Second, cross‐linking‐MS had to devise efficient search engines for the identification of cross‐linked peptides against very large peptide sequence databases. This presents a major challenge because all possible pairwise combinations of peptides need to be considered during the cross‐link search. Searching for cross‐linked peptides against a database generated from tens of proteins therefore is computationally as demanding as identifying linear peptides against the full human proteome (Liu et al, 2014). The identification of cross‐links from more complex samples was initially facilitated by the search engine xQuest (Rinner et al, 2008), relying on the use of isotope‐coded cross‐linkers that “label” the cross‐linked peptides in the mass spectra in order to decrease the search space. This, together with dedicated bioinformatics approaches, enabled cross‐link identification against the full E. coli proteome (Rinner et al, 2008), which was later also achieved with the pLink search engine (Yang et al, 2012). Nowadays, xQuest and pLink have become the most widely used cross‐link search engines to characterize the architecture of large protein complexes (Bui et al, 2013; Tosi et al, 2013; Cevher et al, 2014; Erzberger et al, 2014; Greber et al, 2014, 2015; Han et al, 2014c; Knutson et al, 2014; Shi et al, 2014).

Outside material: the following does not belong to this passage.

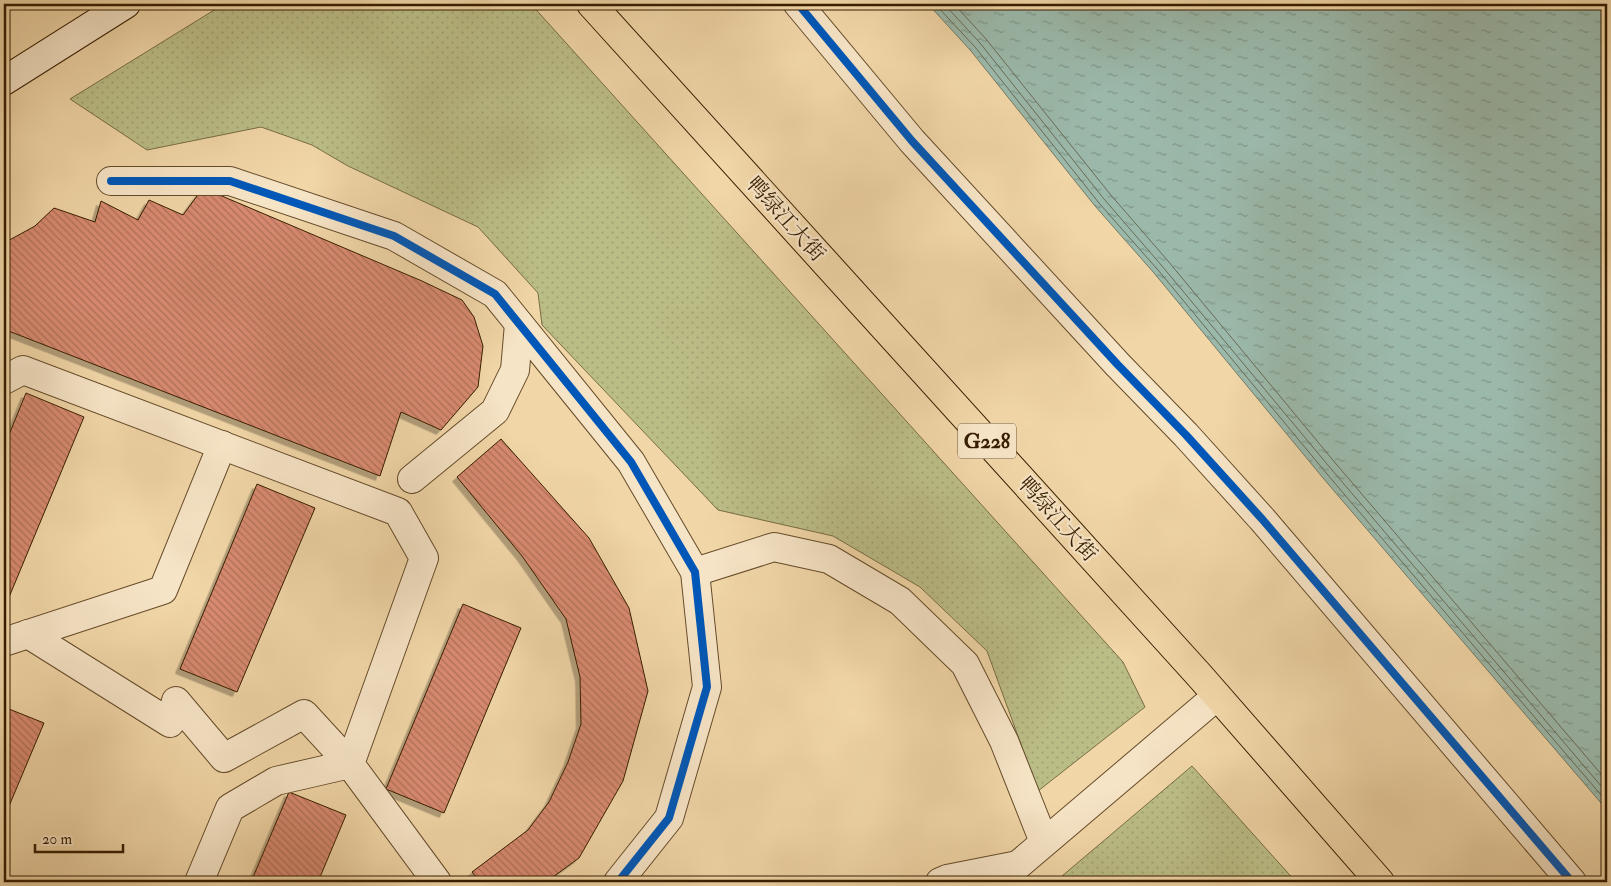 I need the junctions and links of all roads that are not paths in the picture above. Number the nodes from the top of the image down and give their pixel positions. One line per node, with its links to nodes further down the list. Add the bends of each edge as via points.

A more fundamental approach to make cross‐link identification more efficient focuses on cross‐linking reagents, which are cleaved during the MS experiments (Soderblom & Goshe, 2006; Müller et al, 2010). Utilization of such MS‐cleavable cross‐linkers enables individual MS analysis of linear peptides, theoretically removing all limitations regarding the sample complexity. Consequently, MS‐cleavable cross‐linkers, which additionally contained an affinity tag, were applied in many of the above‐mentioned cross‐linking studies on intact cells (Zheng et al, 2011; Chavez et al, 2013; Weisbrod et al, 2013; Kaake et al, 2014; Navare et al, 2015). These studies employed sophisticated multi‐dimensional chromatography and MS setups in combination with software tools tailor‐made for the respective cross‐linker. To simplify such advanced in vivo cross‐linking experiments, we recently introduced the search engine XlinkX, the algorithm of which is compatible with any MS‐cleavable cross‐linker and with standard Orbitrap MS‐based data acquisition workflows. In a proof of concept study, XlinkX was able to identify more than 2000 unique cross‐links against a full human proteome database providing new insights into the interaction of the 80S ribosome with several associated proteins as they occur in the cellular environment (Liu et al, 2015).

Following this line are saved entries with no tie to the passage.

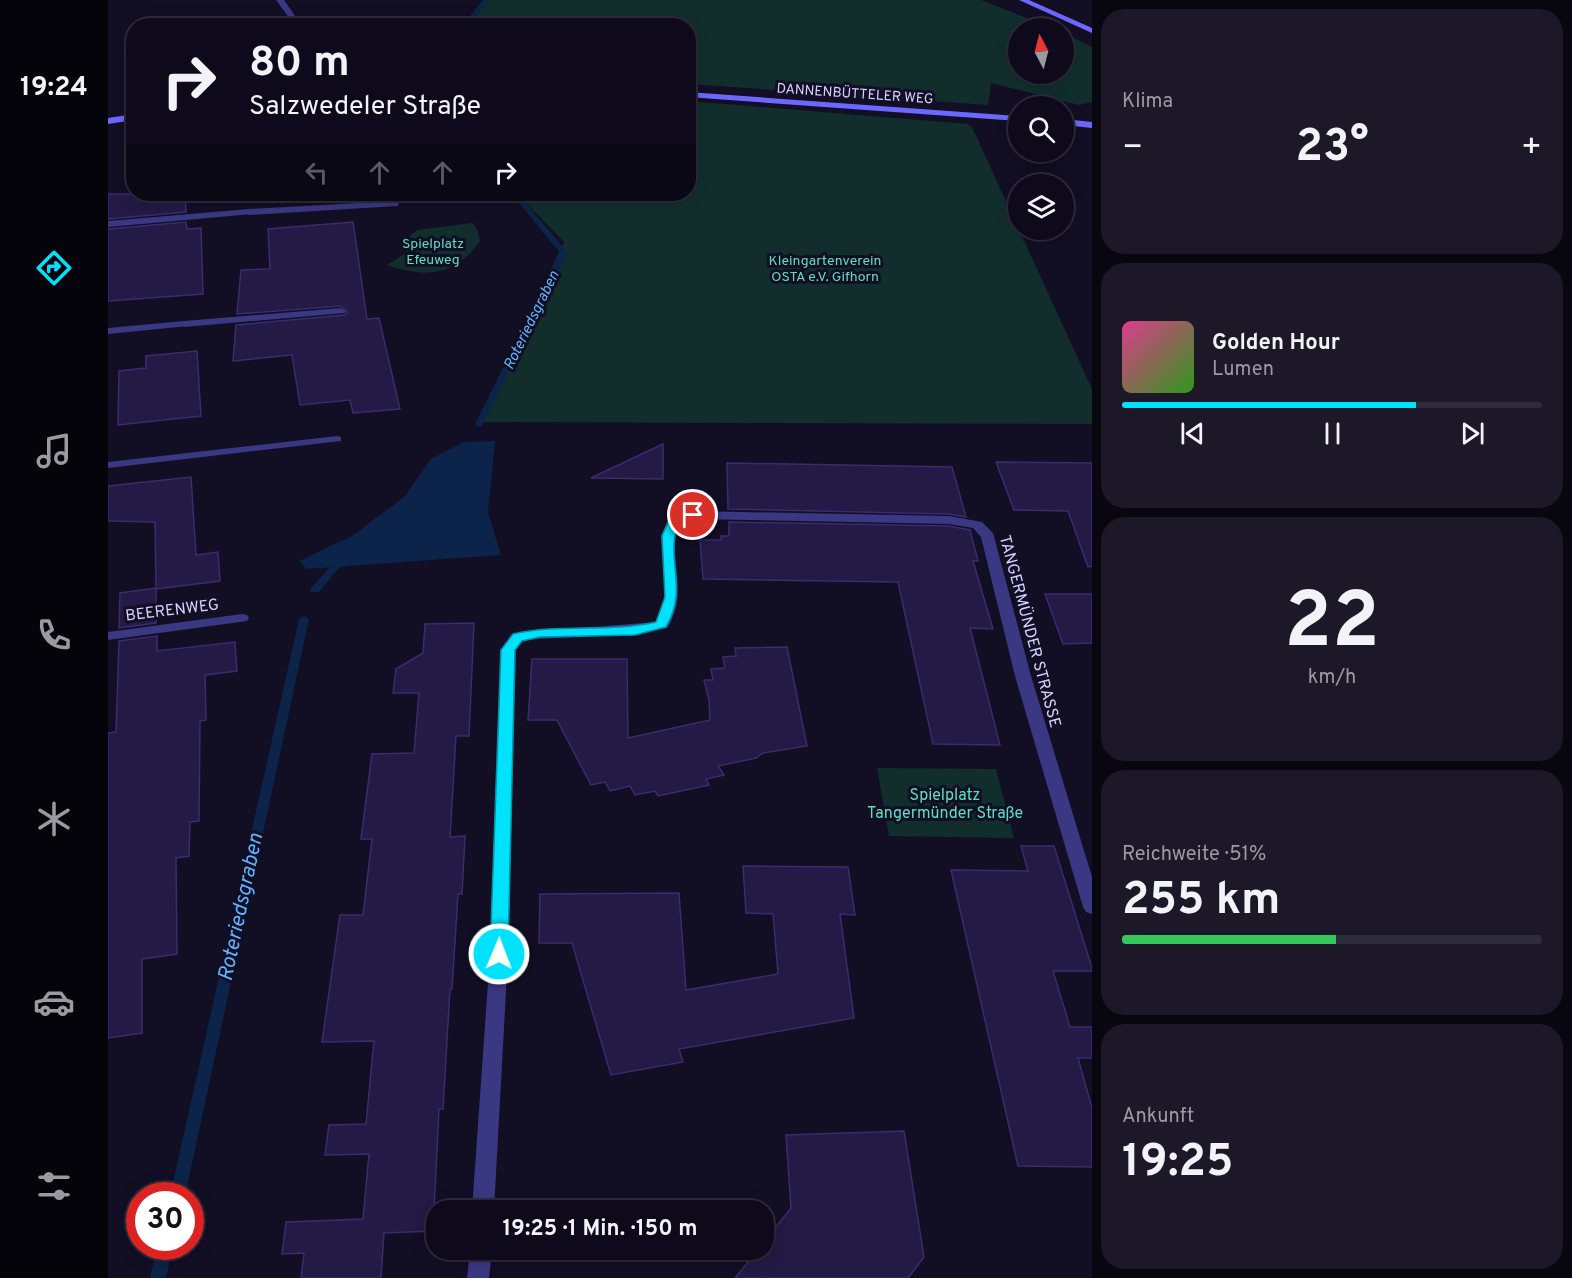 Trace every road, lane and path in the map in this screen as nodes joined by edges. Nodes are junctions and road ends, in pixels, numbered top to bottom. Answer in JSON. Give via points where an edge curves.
{"nodes":[{"id":1,"x":280,"y":0,"type":"edge"},
{"id":2,"x":1023,"y":0,"type":"edge"},
{"id":3,"x":292,"y":18,"type":"edge"},
{"id":4,"x":1092,"y":31,"type":"edge"},
{"id":5,"x":696,"y":95,"type":"edge"},
{"id":6,"x":126,"y":118,"type":"edge"},
{"id":7,"x":1008,"y":118,"type":"edge"},
{"id":8,"x":108,"y":121,"type":"edge"},
{"id":9,"x":1074,"y":123,"type":"edge"},
{"id":10,"x":1092,"y":124,"type":"edge"},
{"id":11,"x":394,"y":204,"type":"dead end"},
{"id":12,"x":249,"y":212,"type":"joint"},
{"id":13,"x":108,"y":225,"type":"edge"},
{"id":14,"x":341,"y":311,"type":"dead end"},
{"id":15,"x":184,"y":324,"type":"joint"},
{"id":16,"x":108,"y":331,"type":"edge"},
{"id":17,"x":337,"y":439,"type":"dead end"},
{"id":18,"x":108,"y":465,"type":"edge"},
{"id":19,"x":242,"y":618,"type":"dead end"},
{"id":20,"x":108,"y":636,"type":"edge"},
{"id":21,"x":1092,"y":907,"type":"edge"},
{"id":22,"x":484,"y":1200,"type":"edge"},
{"id":23,"x":479,"y":1260,"type":"edge"},
{"id":24,"x":478,"y":1278,"type":"edge"}],
"edges":[{"from":1,"to":3,"type":"street"},
{"from":2,"to":4,"type":"street"},
{"from":5,"to":7,"type":"street","name":"DANNENBÜTTELER WEG"},
{"from":6,"to":8,"type":"street"},
{"from":9,"to":10,"type":"street"},
{"from":11,"to":12,"type":"lane"},
{"from":12,"to":13,"type":"street"},
{"from":14,"to":15,"type":"lane"},
{"from":15,"to":16,"type":"street"},
{"from":17,"to":18,"type":"lane"},
{"from":19,"to":20,"type":"street","name":"BEERENWEG"},
{"from":21,"to":22,"type":"street","name":"TANGERMÜNDER STRASSE","via":[[1023,676],[988,536],[977,525],[949,520],[693,515],[673,523],[668,536],[672,597],[662,625],[635,631],[540,633],[517,637],[508,650],[499,954]]},
{"from":23,"to":24,"type":"street"}]}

Surface labeling is based on the principle that chemical probes preferably modify a biomolecule at its solvent‐exposed parts, while amino acids that are buried, either in the folded protein core or by an interacting protein, will not be affected. Any modification causes a defined mass shift, which can be detected at the peptide level by bottom‐up MS analysis. Evidently, the information obtained from surface labeling is somewhat similar to the insights gained from cross‐linking experiments. Cross‐linking, however, readily identifies the interacting proteins, whereas surface labeling merely highlights protected regions. Translating surface labeling data into valuable structural information often requires probing of different protein states, for example, unfolded/folded, monomeric/oligomeric, or unbound/ligand‐bound, in comparative or time‐course labeling experiments. Such an analysis reveals which protein areas become solvent‐exposed or buried and which regions remain unaffected, giving insights into biomolecular conformations and binding interfaces. Surface labeling can be performed in two different ways, that is, covalent labeling by amino acid side chain modifications and non‐covalent labeling by hydrogen–deuterium exchange at the peptide backbone, better known as HDX‐MS.
Covalent labeling has developed much in parallel with chemical cross‐linking because the employed chemical principles partially overlap, as exemplified by the use of lysine‐reactive and photoactivatable reagents (Klapper & Klotz, 1972; Bayley & Knowles, 1977). However, basically any covalent labeling strategy is compatible with bottom‐up MS. Therefore, covalent labeling‐MS can be tailored to target a wide array of amino acids (Mendoza & Vachet, 2009). Alternatively, it may be conducted in a non‐specific fashion, for example, by photo‐affinity labeling (Robinette et al, 2006) or oxidation with hydroxyl radicals (Maleknia & Downard, 2014). Hydroxyl radical probes are, for example, employed in a labeling approach named “fast photochemical oxidation of proteins” (FPOP) (Aye et al, 2005; Hambly & Gross, 2005). FPOP has been successfully used to monitor protein folding (Chen et al, 2010a), to map binding epitopes (Yan et al, 2014), and even to probe solvent‐accessible protein regions in vivo while preserving the cellular integrity (Espino et al, 2015). Beneficially, FPOP seems to work equally efficient on proteins located in the cell membrane, cytoplasm, and nucleus.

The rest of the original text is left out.